We have worked on numerous R Shiny application projects and have learned a few things along the way. With the following tips, I will save you and your departments time and money and put you in a position for massive success with your R Shiny project.
A bit about us, we are Appsilon Data Science Consulting; we specialize in building data products for the enterprise space. One of our core competencies is building decision support systems with R Shiny — we have delivered over 50 commercial Shiny dashboards. And we have pioneered the space of supporting concurrent users with Shiny, demonstrating that you can have up to 700. The previous conventional wisdom was that one could host only several users at a time. So we have learned a great deal about the best practices in preparing a Shiny project from idea to production in a structured corporate environment. In this article, I will discuss what specific steps you can take to achieve reliability without sacrificing speed of development. I will show you how to avoid costly mistakes and put your project in a position to succeed.
This question should be asked for every technology and Shiny is no different. There is a sweet spot of projects where Shiny is the perfect choice. To find it let’s compare it with other available tools.
Shiny has unmatched speed of development. I remember that the first deal we won with a Fortune 500 company. We won it thanks to implementing the proof of concept of the application they asked for in 24 hours. This is something that we are not able to do with any other framework or language.
When compared to spreadsheets, you get a beautiful user interface as well as automation. You can automate anything in the background. You get easy work on shared resources, scalability, reproducibility, and most importantly, source code.

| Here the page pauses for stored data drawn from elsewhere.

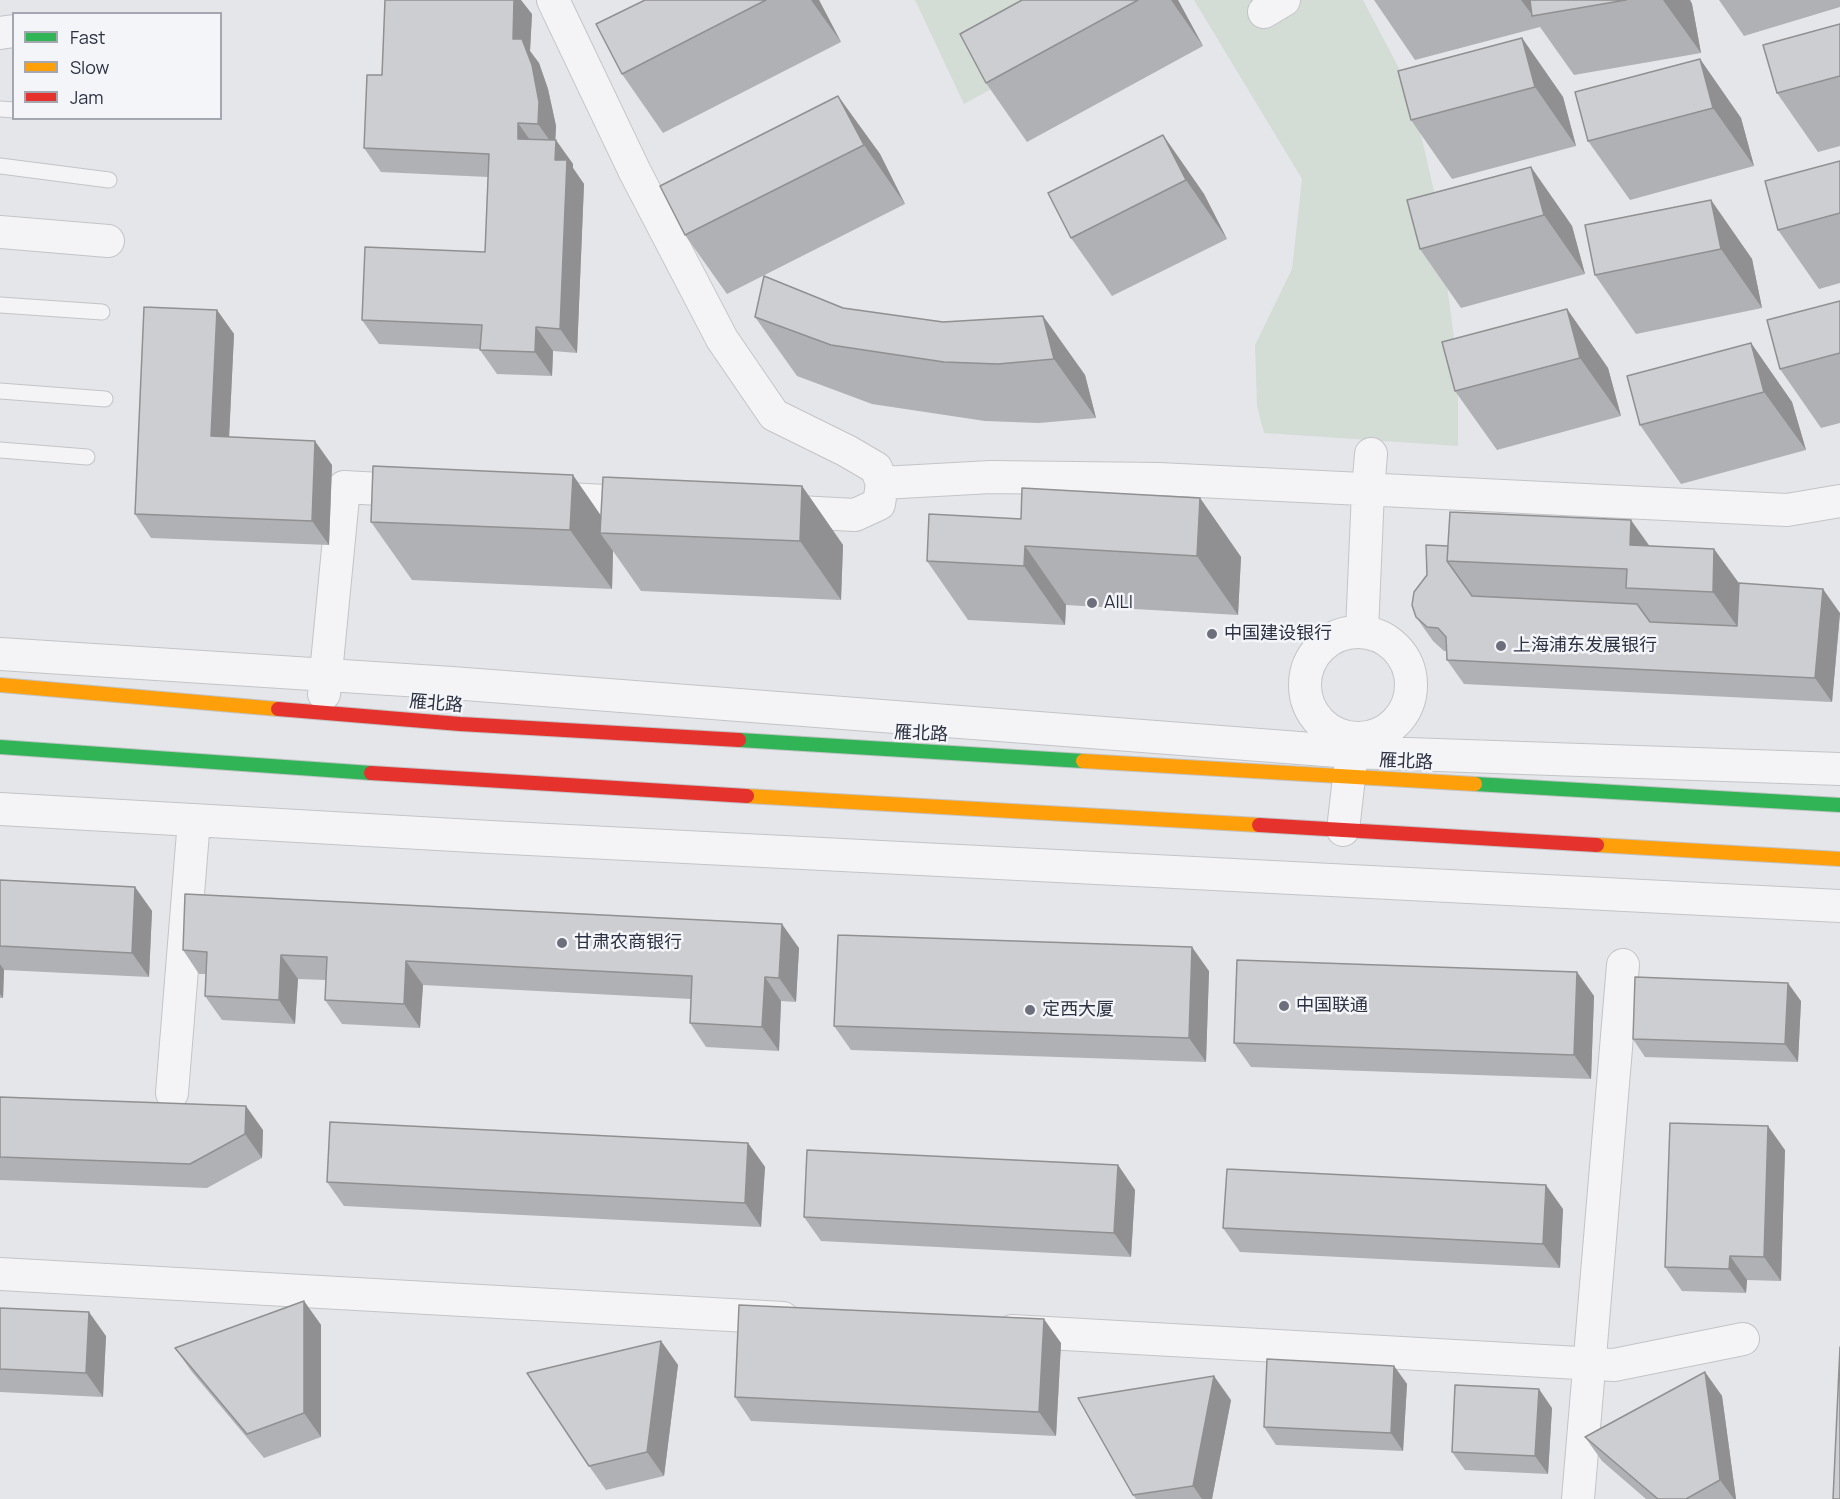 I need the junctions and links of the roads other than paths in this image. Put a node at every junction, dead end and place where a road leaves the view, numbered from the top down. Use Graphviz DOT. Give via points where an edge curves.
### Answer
graph roads {
  1 [pos="553,0"];
  2 [pos="0,166"];
  3 [pos="109,180"];
  4 [pos="0,232"];
  5 [pos="108,242"];
  6 [pos="0,305"];
  7 [pos="102,312"];
  8 [pos="0,391"];
  9 [pos="105,399"];
  10 [pos="0,450"];
  11 [pos="1371,454"];
  12 [pos="87,457"];
  13 [pos="882,483"];
  14 [pos="1368,491"];
  15 [pos="439,492"];
  16 [pos="522,496"];
  17 [pos="1840,501"];
  18 [pos="677,505"];
  19 [pos="748,509"];
  20 [pos="1362,631"];
  21 [pos="0,654"];
  22 [pos="326,675"];
  23 [pos="0,684"];
  24 [pos="322,713"];
  25 [pos="0,747"];
  26 [pos="1352,756"];
  27 [pos="1840,770"];
  28 [pos="1840,805"];
  29 [pos="0,808"];
  30 [pos="194,820"];
  31 [pos="1343,830"];
  32 [pos="1840,859"];
  33 [pos="1840,906"];
  34 [pos="1623,965"];
  35 [pos="172,1093"];
  36 [pos="0,1274"];
  37 [pos="807,1320"];
  38 [pos="985,1330"];
  39 [pos="1743,1339"];
  40 [pos="1589,1364"];
  41 [pos="1578,1499"];
  1 -- 13 [label="street" via="635,172 722,339 774,415 848,450 876,468"];
  2 -- 3 [label="lane"];
  4 -- 5 [label="street"];
  6 -- 7 [label="lane"];
  8 -- 9 [label="lane"];
  10 -- 12 [label="lane"];
  11 -- 14 [label="street"];
  13 -- 14 [label="street" via="991,477 1160,479"];
  13 -- 19 [label="street" via="879,504 855,515"];
  14 -- 17 [label="street" via="1787,510"];
  14 -- 20 [label="street"];
  15 -- 22 [label="street" via="344,487"];
  16 -- 18 [label="street"];
  20 -- 26 [label="street" via="1341,634 1323,644 1310,661 1304,681 1307,702 1317,720 1334,733"];
  20 -- 26 [label="street" via="1382,637 1399,650 1409,668 1412,689 1406,709 1393,726"];
  21 -- 22 [label="street"];
  22 -- 24 [label="street"];
  22 -- 26 [label="street"];
  23 -- 24 [label="main road, 雁北路"];
  24 -- 26 [label="main road, 雁北路" via="471,725"];
  25 -- 31 [label="main road" via="485,780"];
  26 -- 27 [label="street"];
  26 -- 28 [label="main road, 雁北路"];
  26 -- 31 [label="street"];
  29 -- 30 [label="street"];
  30 -- 33 [label="street"];
  30 -- 35 [label="street"];
  31 -- 32 [label="main road"];
  34 -- 40 [label="street"];
  36 -- 37 [label="street"];
  38 -- 40 [label="street"];
  39 -- 40 [label="street" via="1614,1365"];
  40 -- 41 [label="street"];
}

And as Marcin Dubel, one of our software engineers, noted in this article, you get additional features like plotting and expandable rows that you can’t find with Excel and Google Sheets.
Source code is also the main benefit when compared to Business Intelligence applications like Tableau and PowerBI, but additionally, you get almost no running fees, full customization and better Machine Learning (ML) possibilities. So whenever you need a data product that is more complex than a spreadsheet or a BI dashboard, and at the same time you’re not 100% sure of the scope and requirements, Shiny is the perfect choice.
Now that we agree that we want to use Shiny…
Imagine you have a Shiny application that you want to build. We will go through the process of creating it together.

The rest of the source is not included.